■ What you are asked to do
Scan the material that follows. Copy every line containing the word "Left".

*** The input

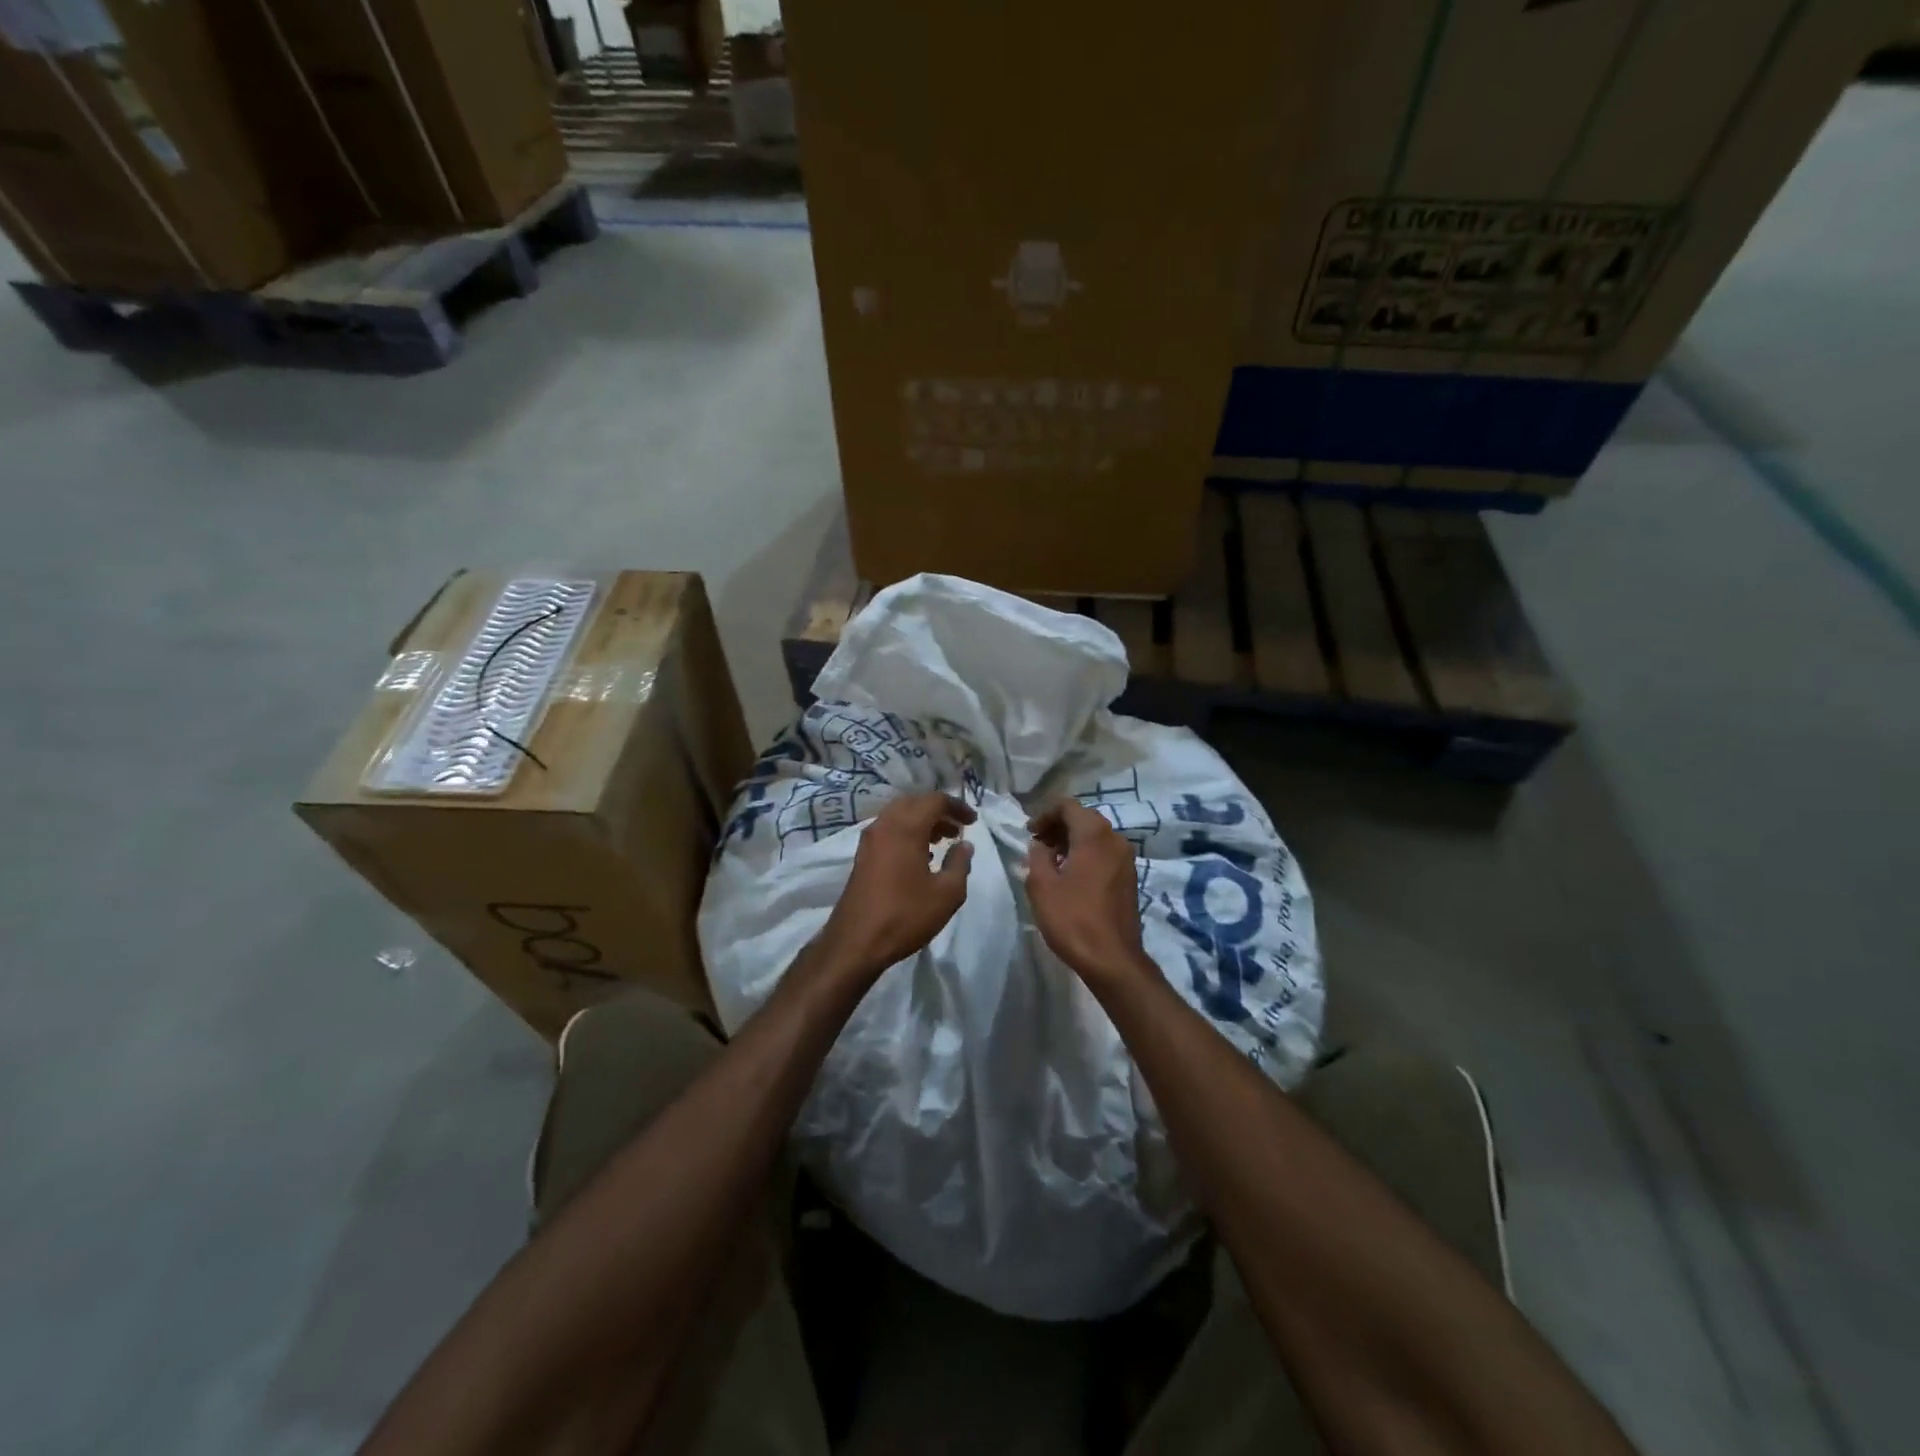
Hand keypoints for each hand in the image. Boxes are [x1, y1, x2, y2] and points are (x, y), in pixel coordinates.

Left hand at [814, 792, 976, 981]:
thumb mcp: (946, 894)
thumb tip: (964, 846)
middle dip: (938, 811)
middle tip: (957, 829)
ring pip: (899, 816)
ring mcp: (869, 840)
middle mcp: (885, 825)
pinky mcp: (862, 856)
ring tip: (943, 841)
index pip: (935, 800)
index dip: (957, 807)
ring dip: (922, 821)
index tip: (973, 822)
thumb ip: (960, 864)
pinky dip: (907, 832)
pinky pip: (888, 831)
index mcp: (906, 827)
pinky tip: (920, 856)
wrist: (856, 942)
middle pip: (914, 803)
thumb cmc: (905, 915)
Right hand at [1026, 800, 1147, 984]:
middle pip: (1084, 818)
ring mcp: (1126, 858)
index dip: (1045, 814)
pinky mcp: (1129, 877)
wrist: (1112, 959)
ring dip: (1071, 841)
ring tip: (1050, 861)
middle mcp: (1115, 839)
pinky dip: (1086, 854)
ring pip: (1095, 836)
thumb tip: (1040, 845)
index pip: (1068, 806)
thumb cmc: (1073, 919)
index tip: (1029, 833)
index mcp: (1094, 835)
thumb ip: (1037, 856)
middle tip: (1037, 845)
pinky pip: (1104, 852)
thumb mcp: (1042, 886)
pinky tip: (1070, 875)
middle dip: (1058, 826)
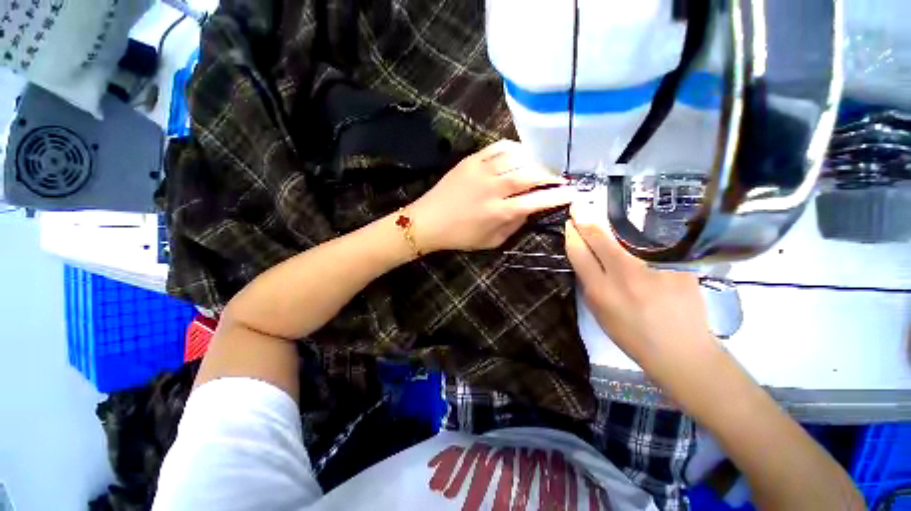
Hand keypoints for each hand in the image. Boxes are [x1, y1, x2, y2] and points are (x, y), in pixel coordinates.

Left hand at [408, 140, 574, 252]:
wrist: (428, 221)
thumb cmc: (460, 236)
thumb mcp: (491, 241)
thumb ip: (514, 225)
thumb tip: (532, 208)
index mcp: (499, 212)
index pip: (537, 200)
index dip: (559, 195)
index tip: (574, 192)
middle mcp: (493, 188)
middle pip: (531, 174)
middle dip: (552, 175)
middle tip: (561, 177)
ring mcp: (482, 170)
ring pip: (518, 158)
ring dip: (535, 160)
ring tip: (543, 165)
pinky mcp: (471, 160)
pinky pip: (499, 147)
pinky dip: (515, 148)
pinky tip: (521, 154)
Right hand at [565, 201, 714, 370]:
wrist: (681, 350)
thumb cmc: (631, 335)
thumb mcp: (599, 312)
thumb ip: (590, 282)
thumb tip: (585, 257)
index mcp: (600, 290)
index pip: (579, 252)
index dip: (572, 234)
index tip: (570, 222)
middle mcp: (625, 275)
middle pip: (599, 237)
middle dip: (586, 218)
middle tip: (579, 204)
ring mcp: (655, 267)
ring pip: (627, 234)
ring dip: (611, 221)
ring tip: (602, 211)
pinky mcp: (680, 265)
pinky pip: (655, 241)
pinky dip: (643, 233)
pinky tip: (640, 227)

******
*** The input

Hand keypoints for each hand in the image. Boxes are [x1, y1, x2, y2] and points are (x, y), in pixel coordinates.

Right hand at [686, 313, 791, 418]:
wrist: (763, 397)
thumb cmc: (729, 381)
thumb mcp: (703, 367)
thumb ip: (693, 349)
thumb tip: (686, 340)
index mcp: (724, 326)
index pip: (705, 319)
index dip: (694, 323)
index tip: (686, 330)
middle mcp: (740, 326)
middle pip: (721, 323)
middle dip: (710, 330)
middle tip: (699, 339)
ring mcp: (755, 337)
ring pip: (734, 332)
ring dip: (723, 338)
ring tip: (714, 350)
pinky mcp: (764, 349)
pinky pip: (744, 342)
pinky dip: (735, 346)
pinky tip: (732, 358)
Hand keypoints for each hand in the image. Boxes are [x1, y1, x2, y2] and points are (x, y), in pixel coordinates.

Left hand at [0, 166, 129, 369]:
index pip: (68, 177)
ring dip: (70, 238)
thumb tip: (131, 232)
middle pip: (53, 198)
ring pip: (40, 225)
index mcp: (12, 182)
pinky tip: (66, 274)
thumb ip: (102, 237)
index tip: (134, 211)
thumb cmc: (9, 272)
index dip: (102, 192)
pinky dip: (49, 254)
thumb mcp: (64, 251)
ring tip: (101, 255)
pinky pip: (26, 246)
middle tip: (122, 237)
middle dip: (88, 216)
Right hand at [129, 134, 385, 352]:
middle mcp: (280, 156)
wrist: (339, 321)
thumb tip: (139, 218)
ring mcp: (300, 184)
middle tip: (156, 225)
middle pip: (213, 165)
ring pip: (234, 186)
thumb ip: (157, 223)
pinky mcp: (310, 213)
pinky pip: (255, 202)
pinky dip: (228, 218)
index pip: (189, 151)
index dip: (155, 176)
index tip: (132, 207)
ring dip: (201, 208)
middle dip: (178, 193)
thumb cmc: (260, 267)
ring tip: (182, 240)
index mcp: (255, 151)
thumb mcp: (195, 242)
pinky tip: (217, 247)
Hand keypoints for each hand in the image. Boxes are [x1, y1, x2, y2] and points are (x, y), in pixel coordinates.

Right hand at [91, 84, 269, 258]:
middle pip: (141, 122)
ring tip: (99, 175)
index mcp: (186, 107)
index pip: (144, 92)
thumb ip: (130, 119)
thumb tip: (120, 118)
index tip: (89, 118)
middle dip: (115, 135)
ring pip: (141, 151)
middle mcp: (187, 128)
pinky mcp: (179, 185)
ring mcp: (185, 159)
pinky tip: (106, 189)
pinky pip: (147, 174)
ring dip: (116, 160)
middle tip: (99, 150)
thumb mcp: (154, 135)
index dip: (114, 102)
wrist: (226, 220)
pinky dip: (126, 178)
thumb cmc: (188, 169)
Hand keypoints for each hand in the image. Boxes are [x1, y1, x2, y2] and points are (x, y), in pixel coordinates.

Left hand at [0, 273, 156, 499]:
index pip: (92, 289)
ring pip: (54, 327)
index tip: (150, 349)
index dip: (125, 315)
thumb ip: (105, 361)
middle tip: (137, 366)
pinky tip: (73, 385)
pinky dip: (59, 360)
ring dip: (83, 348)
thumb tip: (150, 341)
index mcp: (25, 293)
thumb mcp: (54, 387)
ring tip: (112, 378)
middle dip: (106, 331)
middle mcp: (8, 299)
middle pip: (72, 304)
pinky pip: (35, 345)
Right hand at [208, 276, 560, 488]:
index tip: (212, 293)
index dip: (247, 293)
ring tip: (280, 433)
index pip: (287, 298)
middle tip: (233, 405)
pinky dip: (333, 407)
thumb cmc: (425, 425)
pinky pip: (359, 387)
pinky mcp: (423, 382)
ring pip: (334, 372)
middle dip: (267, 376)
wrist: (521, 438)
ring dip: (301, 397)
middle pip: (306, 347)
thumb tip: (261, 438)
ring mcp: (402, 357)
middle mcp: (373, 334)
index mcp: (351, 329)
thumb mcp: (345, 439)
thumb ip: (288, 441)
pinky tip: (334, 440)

******

■ Task response
Left hand at [814, 792, 976, 981]:
Left hand at [408, 140, 574, 252]:
Left hand at [0, 166, 129, 369]:
Left hand at [0, 273, 156, 499]:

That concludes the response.